How Sponsorship Works

As a business owner, I often get requests to sponsor clients who are, for example, doing a weeks-long trek across some challenging terrain, to raise money for women’s shelters. I even gathered my own sponsors in our tiny village of Lyndhurst in support of the Rejuvenation Committee, by swimming the 3km from one end of our lake to the other.

Given I will be attending a Sponsorship three day retreat in San Diego, California with the Raise a Dream team Charmaine Hammond and Rebecca Kirstein, I’ve been curious about sponsorship and wanted to learn more before attending the retreat.

Sponsorship, like so many topics, seems fairly simple until you start delving into it, and realize just how much you don’t know.

In preparation for attending the retreat I was given access to the Big Dream Primer, their 7-Step online preparation course with videos and tons of tools. I’ve been blown away by the breadth and depth of their expertise, tools and perspectives, especially as it relates to dreams, and making those dreams a reality.

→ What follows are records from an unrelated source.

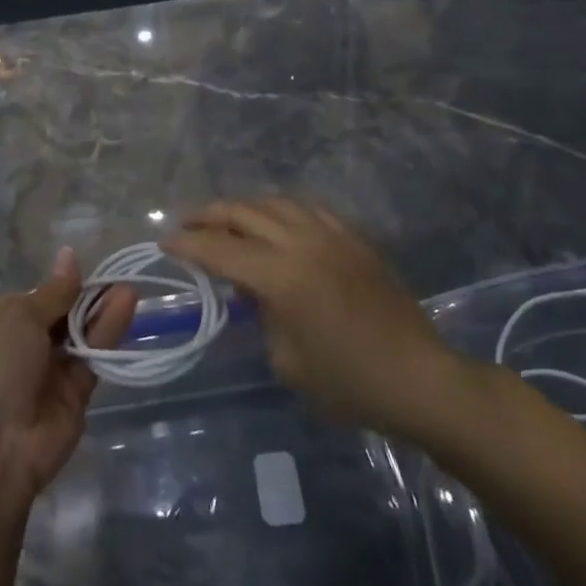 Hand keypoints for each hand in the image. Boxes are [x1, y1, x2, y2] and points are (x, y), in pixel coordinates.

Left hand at [0, 250, 137, 500]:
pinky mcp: (75, 395)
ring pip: (81, 334)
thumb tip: (69, 254)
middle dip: (86, 296)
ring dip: (102, 309)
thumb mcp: (19, 316)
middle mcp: (23, 346)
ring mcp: (49, 372)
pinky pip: (94, 356)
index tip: (87, 266)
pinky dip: (110, 331)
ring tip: (130, 285)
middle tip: (118, 272)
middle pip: (62, 315)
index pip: (36, 298)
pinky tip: (127, 304)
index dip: (61, 284)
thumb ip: (54, 291)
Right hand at [164, 198, 463, 436]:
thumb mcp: (287, 361)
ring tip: (225, 219)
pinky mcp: (354, 237)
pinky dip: (280, 210)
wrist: (420, 378)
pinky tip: (274, 223)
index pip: (219, 249)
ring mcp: (331, 234)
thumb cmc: (349, 383)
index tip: (165, 243)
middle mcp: (302, 243)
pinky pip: (307, 209)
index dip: (187, 244)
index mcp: (281, 276)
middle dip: (208, 215)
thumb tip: (252, 290)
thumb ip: (261, 315)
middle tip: (186, 224)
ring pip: (274, 202)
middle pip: (243, 212)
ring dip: (243, 207)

Now that I’ve officially stepped into the world of sponsorship, on both the giving and receiving side, I was curious to learn more about the business owners I know and respect, and how they make sponsorship decisions. It’s especially difficult because while many of us would like to support every cause or organization who asks, at the same time we need to be conscious of the businesses return on the investment we make through our sponsorship dollars.

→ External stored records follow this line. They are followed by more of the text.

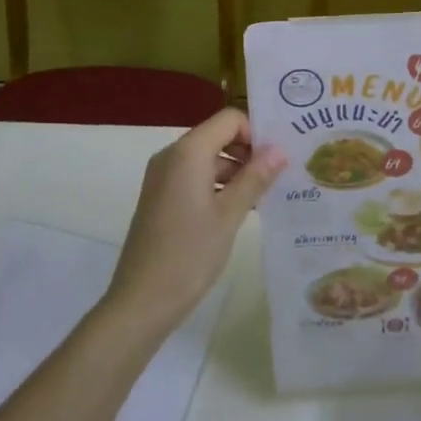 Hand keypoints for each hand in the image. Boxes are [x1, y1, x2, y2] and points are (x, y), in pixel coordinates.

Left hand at [102, 108, 285, 336]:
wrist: (141, 301)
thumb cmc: (189, 254)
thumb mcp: (229, 215)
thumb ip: (255, 178)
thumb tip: (279, 150)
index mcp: (188, 152)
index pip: (229, 119)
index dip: (255, 133)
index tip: (276, 159)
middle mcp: (172, 155)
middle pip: (217, 136)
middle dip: (248, 152)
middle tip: (276, 178)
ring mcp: (162, 176)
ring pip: (207, 158)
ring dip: (235, 171)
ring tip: (263, 197)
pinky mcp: (160, 196)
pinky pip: (194, 176)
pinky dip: (217, 185)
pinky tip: (238, 211) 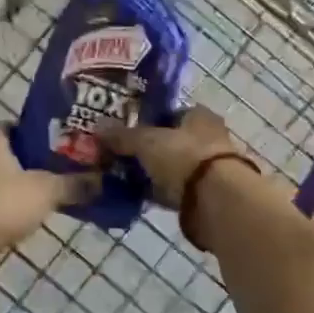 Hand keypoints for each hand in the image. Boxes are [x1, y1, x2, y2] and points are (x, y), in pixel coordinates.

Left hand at [0, 126, 96, 272]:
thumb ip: (76, 183)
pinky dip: (9, 196)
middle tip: (68, 174)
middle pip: (16, 150)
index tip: (73, 154)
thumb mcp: (46, 191)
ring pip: (3, 171)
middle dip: (40, 163)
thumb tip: (104, 180)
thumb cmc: (1, 205)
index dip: (53, 140)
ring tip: (54, 192)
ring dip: (25, 181)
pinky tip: (30, 208)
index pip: (28, 128)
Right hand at [97, 106, 239, 207]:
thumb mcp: (146, 141)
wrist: (215, 199)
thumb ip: (123, 136)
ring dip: (153, 172)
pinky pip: (174, 190)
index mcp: (199, 116)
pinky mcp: (205, 195)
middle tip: (119, 156)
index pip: (171, 113)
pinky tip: (137, 197)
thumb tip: (98, 129)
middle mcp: (208, 138)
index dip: (148, 120)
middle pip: (171, 141)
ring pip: (172, 167)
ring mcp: (208, 168)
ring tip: (123, 178)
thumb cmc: (184, 156)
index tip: (126, 131)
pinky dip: (158, 192)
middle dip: (148, 149)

I spent over an hour on the phone recently with Laurel Davidge who told me that sponsorship for her involves connecting with groups that share her values. For example, a concern and awareness for animal welfare. She especially appreciated being asked by the organizations she was supporting what they could do to promote her business, and what message would she like to send to the members of the organization she was sponsoring.

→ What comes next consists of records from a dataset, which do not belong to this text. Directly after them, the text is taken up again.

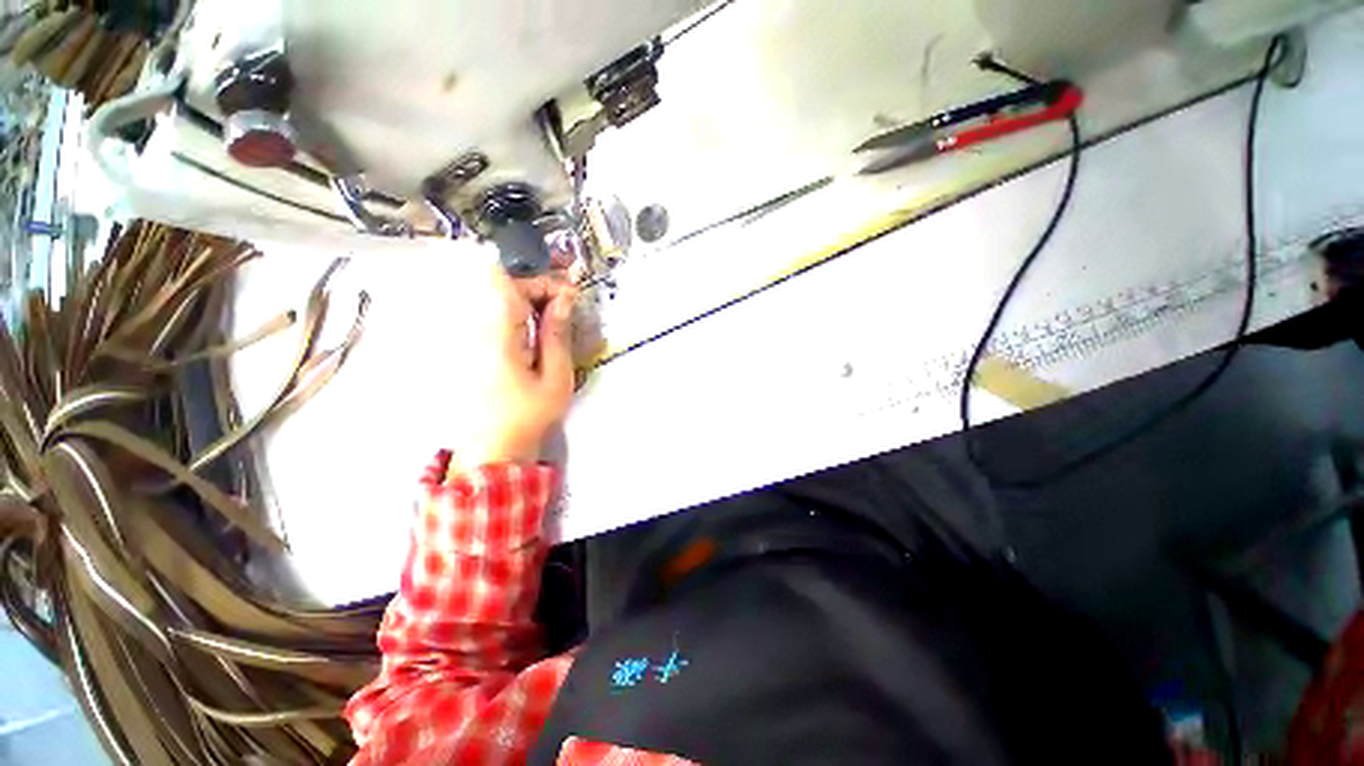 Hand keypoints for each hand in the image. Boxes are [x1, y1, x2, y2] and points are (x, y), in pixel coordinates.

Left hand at [453, 265, 577, 467]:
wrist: (492, 449)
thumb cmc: (528, 416)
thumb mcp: (555, 377)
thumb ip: (557, 333)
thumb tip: (565, 296)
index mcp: (496, 334)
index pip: (508, 281)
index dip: (541, 279)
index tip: (569, 295)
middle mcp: (474, 328)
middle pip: (501, 285)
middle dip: (537, 286)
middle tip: (568, 302)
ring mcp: (467, 337)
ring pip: (496, 298)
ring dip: (529, 299)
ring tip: (557, 313)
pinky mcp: (468, 346)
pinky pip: (492, 315)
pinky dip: (518, 313)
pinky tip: (537, 328)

It makes me wonder, how often organizations looking for sponsors actually ask this question, because for me it seems absolutely essential. By positively and tangibly responding to the needs of the sponsor, organizations or individuals can ensure a relationship which continues to be mutually beneficial to both parties going forward, and lays the groundwork for future collaboration.

Establishing and maintaining relationships is an important component for any sponsorship creation. I’ve heard this many times from Charmaine in videos and other course materials, and the more I learn, the more it rings true.

What impressed me in my conversation with Laurel is that she quite willingly offered additional sponsorship based on a meaningful relationship she’d developed with the organization who was aligned with her values and purpose. It became clear to me that there was a real mutual respect and admiration between these parties, and it allowed them to work together in furthering a common goal of animal welfare, but also in cross promoting each other and leveraging networks and connections toward growth and new opportunities. When I look at this particular relationship, and speak to Laurel, I think it really exemplifies the give and take nature of sponsorship, and how easy it can be for sponsors and those they’re sponsoring to positively impact each other.

I am writing this article because I’m looking forward to sharing more about sponsorship through my interviews with other business owners before and following the Sponsorship Retreat in San Diego.

How do you go about making decisions on who to sponsor and why? What is important to you when it comes to measuring your return on investment, how do you decide whether the seeds you’ve sown have given you the fruit you’d anticipated or not? What about other ripple effects from your sponsorship dollars, have there been any surprises? And finally, how aligned do you think sponsors should be with the organizations they are choosing to support?